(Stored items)
........

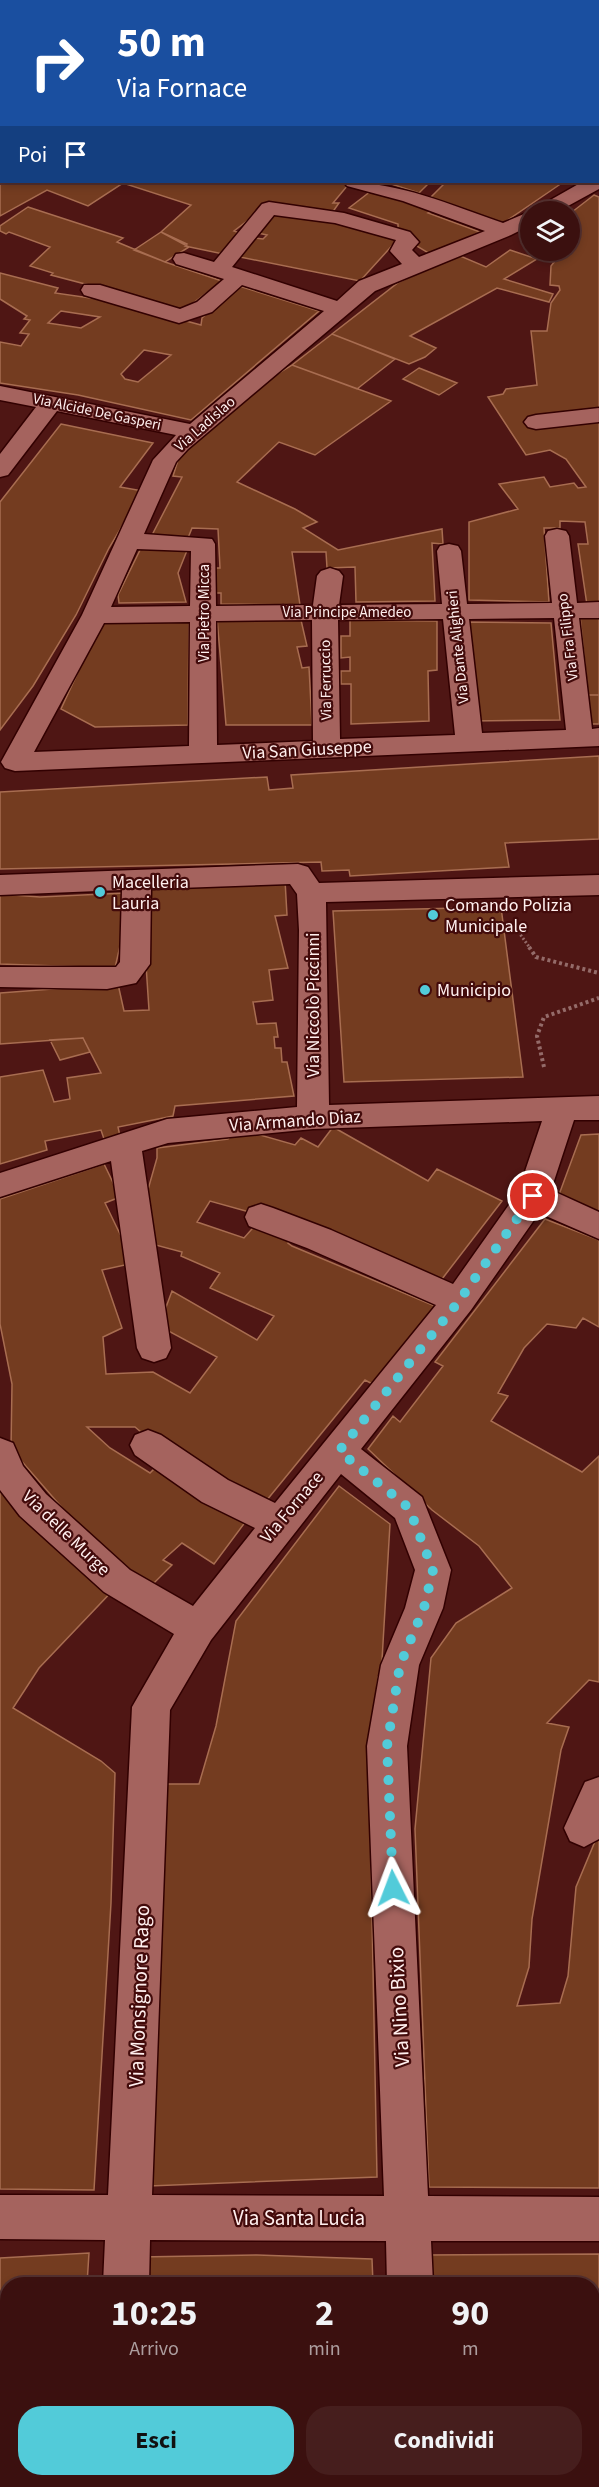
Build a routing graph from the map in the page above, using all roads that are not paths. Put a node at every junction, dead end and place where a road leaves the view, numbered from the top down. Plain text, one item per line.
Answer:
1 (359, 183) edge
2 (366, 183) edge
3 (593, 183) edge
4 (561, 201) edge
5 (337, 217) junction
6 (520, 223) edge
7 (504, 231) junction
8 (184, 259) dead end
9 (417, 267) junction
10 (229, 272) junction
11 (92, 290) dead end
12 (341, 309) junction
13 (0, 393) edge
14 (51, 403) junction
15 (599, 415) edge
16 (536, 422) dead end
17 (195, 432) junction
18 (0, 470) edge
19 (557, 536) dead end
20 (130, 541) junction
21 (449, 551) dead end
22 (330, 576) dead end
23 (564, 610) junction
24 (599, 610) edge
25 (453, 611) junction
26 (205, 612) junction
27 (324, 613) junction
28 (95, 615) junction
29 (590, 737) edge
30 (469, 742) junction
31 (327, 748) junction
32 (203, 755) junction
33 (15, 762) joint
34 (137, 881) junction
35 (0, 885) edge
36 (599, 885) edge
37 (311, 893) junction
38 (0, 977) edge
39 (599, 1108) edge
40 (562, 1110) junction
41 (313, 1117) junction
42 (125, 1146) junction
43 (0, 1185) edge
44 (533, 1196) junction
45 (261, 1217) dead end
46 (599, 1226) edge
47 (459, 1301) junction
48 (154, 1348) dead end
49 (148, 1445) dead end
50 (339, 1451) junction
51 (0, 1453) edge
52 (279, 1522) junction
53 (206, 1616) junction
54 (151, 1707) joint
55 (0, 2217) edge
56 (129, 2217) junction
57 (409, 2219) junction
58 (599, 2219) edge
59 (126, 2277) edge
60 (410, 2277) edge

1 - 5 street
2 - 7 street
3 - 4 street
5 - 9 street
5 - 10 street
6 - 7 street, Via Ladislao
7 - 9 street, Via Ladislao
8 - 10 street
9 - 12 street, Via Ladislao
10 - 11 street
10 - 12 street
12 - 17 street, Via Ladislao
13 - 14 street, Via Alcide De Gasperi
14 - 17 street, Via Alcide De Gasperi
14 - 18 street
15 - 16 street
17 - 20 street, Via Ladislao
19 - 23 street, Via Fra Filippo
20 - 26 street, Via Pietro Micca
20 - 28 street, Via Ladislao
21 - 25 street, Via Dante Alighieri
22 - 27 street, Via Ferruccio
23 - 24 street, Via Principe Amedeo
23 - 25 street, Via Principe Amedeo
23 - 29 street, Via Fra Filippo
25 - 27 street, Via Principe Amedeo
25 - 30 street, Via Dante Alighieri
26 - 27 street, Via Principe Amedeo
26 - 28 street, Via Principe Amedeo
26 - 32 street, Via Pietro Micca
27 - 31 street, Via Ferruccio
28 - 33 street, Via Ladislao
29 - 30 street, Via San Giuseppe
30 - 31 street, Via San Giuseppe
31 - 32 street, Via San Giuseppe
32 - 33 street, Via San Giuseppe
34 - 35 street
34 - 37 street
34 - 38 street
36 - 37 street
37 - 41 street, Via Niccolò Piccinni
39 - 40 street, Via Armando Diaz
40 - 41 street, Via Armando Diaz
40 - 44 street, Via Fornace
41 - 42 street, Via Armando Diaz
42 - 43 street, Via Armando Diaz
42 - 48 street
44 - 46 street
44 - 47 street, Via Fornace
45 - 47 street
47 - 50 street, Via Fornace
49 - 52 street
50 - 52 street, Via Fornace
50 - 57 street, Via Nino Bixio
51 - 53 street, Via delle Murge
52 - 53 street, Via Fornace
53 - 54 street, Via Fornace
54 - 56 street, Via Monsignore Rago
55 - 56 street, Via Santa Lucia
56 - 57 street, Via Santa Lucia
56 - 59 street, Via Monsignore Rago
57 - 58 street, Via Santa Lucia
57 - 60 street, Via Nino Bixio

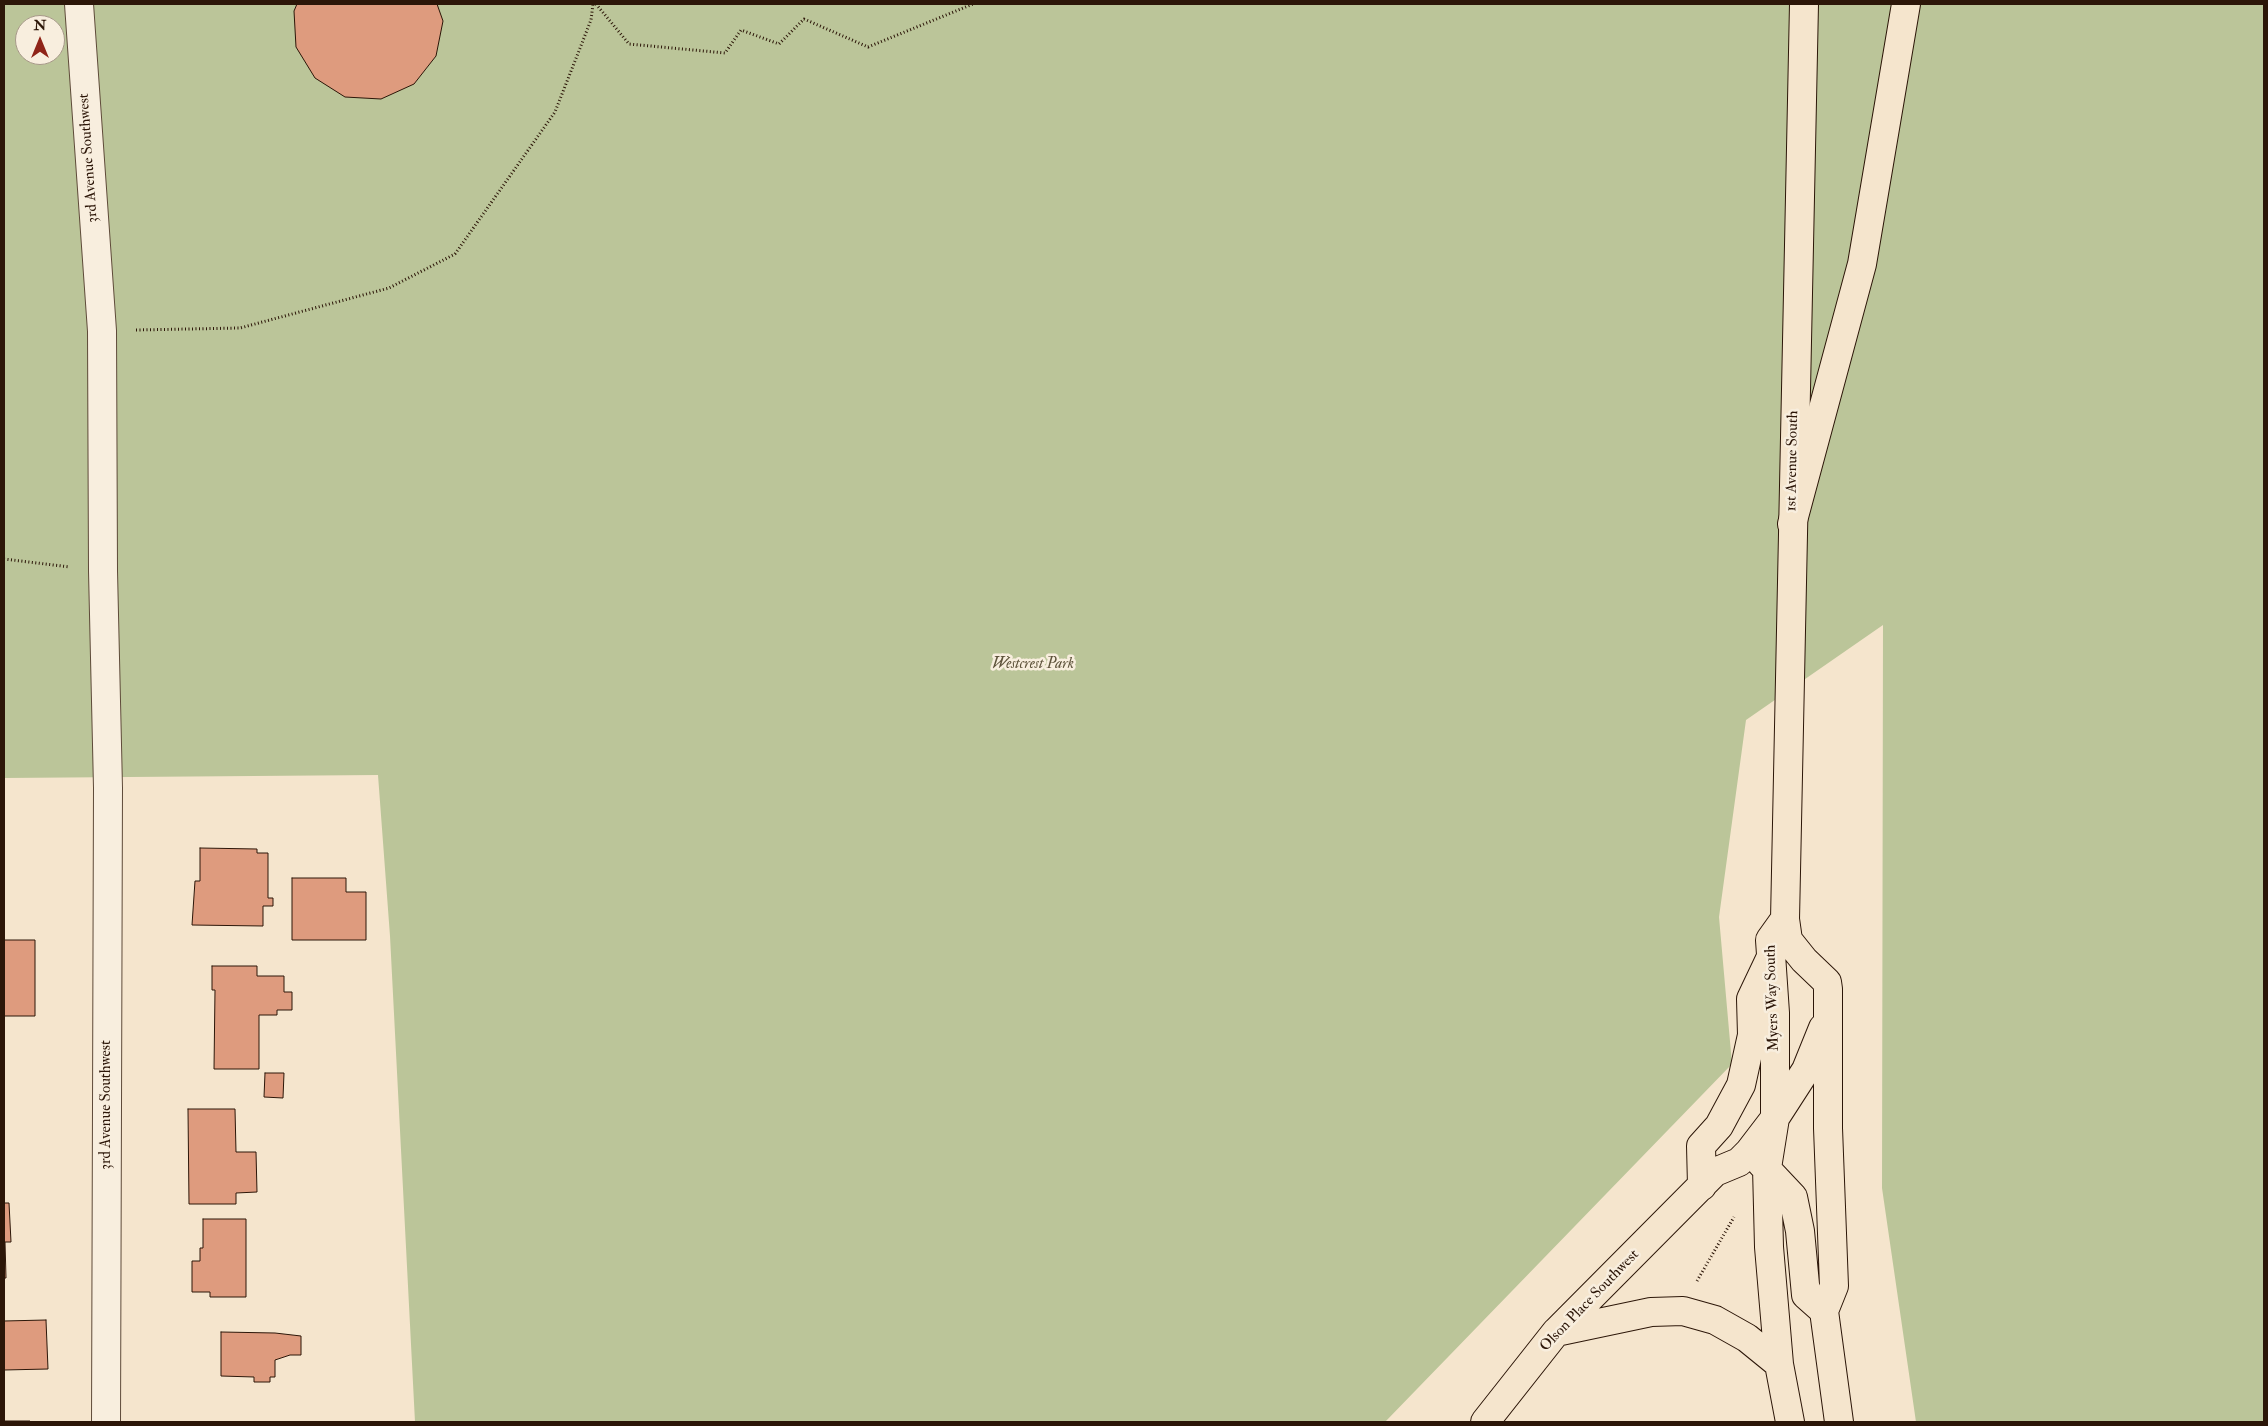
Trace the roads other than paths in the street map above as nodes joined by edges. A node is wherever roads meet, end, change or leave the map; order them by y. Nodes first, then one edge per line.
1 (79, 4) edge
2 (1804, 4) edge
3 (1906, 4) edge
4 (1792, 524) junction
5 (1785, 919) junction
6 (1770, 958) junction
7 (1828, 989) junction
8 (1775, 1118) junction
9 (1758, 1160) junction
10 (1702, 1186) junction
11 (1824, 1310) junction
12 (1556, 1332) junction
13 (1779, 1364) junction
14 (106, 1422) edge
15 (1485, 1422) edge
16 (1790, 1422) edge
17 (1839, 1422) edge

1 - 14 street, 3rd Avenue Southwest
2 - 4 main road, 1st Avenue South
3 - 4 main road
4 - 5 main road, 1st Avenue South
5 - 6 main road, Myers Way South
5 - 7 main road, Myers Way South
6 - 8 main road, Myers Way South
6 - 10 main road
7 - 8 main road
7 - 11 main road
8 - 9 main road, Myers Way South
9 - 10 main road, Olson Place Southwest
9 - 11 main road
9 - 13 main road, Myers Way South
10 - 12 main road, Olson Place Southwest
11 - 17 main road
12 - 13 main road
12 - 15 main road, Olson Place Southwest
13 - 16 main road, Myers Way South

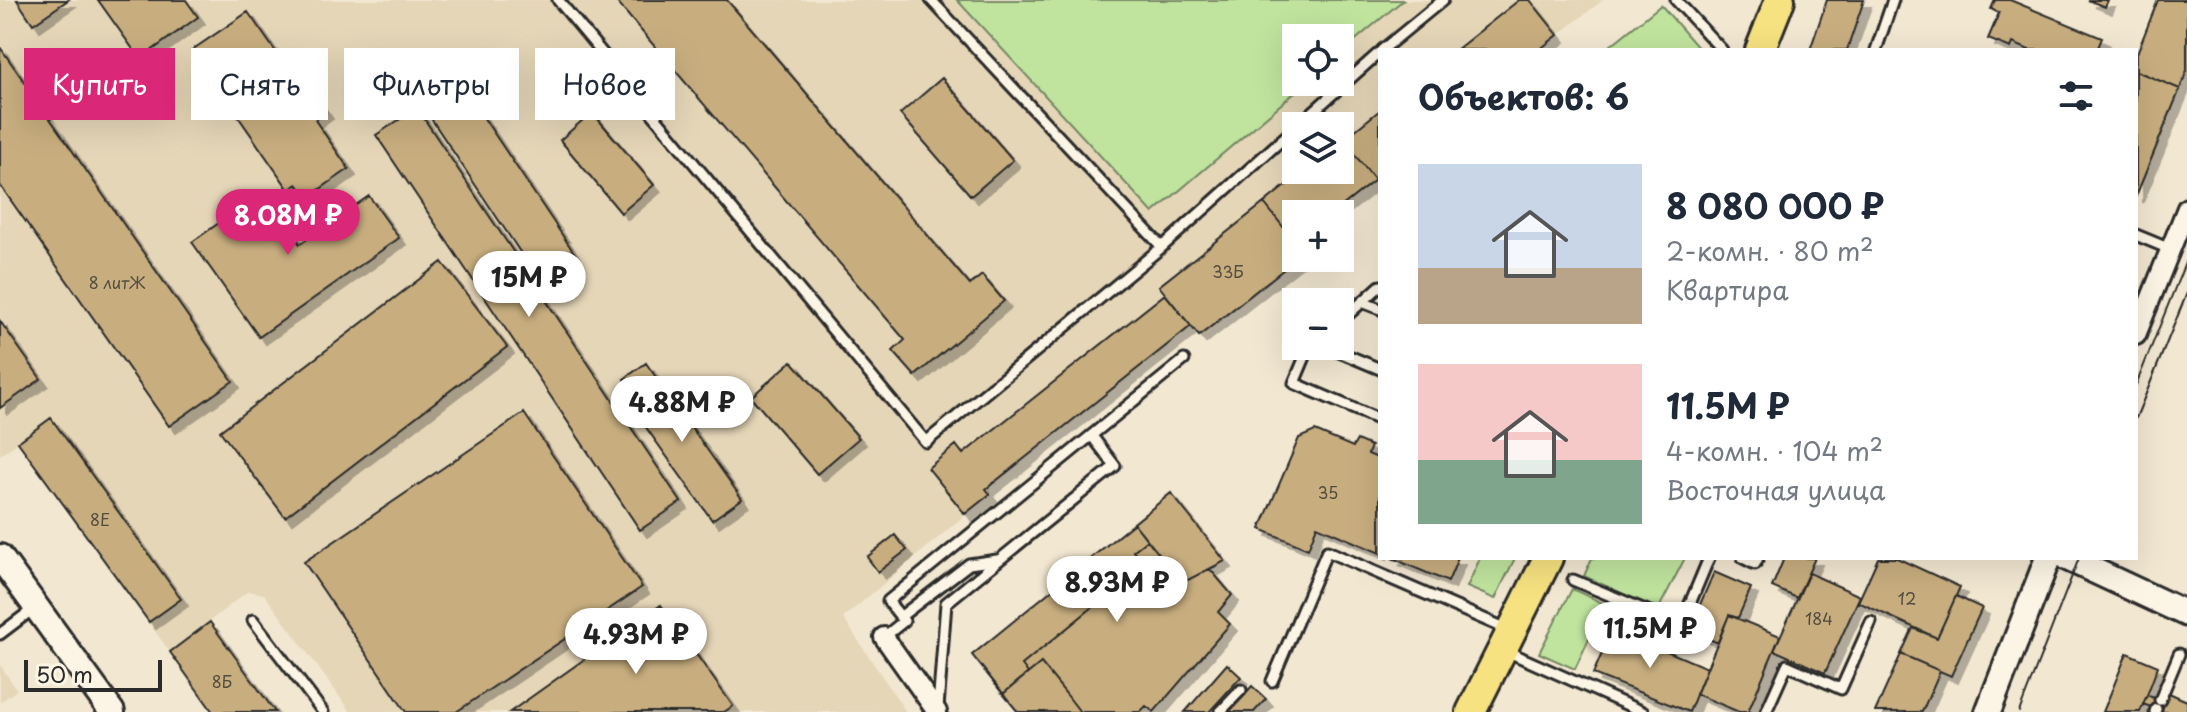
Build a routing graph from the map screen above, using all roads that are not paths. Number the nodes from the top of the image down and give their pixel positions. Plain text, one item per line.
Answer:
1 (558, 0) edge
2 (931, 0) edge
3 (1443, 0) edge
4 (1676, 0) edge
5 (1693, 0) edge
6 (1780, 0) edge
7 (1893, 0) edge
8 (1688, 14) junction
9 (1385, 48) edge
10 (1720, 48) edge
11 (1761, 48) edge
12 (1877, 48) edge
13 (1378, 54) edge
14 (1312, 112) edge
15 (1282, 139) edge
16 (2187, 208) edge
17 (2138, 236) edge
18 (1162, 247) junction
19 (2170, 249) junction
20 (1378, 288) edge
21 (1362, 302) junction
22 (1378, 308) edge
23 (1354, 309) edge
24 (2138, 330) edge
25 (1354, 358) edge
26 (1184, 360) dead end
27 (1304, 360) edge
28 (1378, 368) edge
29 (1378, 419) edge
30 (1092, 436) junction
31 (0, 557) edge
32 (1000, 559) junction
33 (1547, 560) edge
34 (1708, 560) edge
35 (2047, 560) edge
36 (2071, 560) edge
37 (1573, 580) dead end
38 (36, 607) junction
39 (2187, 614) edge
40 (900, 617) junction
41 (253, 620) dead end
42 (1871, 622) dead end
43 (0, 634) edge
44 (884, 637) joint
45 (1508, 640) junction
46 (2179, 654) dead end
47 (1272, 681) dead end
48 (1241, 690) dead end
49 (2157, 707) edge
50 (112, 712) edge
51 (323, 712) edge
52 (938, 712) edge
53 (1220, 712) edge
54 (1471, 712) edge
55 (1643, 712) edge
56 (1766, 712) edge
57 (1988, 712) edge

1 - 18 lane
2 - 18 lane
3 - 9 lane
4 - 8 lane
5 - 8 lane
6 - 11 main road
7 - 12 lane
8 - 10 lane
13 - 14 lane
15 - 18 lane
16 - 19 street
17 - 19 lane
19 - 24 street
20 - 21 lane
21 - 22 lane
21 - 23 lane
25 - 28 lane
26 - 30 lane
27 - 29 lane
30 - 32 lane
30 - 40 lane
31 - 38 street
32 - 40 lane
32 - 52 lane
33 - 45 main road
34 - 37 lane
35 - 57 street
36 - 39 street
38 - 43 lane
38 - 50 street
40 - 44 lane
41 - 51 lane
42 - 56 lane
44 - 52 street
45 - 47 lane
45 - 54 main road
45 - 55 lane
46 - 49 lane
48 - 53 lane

........

> **How to complete this task**: Working through the entries above, copy every line in which "Diaz" is found.

> **Written response**:
39 - 40 street, Via Armando Diaz
40 - 41 street, Via Armando Diaz
41 - 42 street, Via Armando Diaz
42 - 43 street, Via Armando Diaz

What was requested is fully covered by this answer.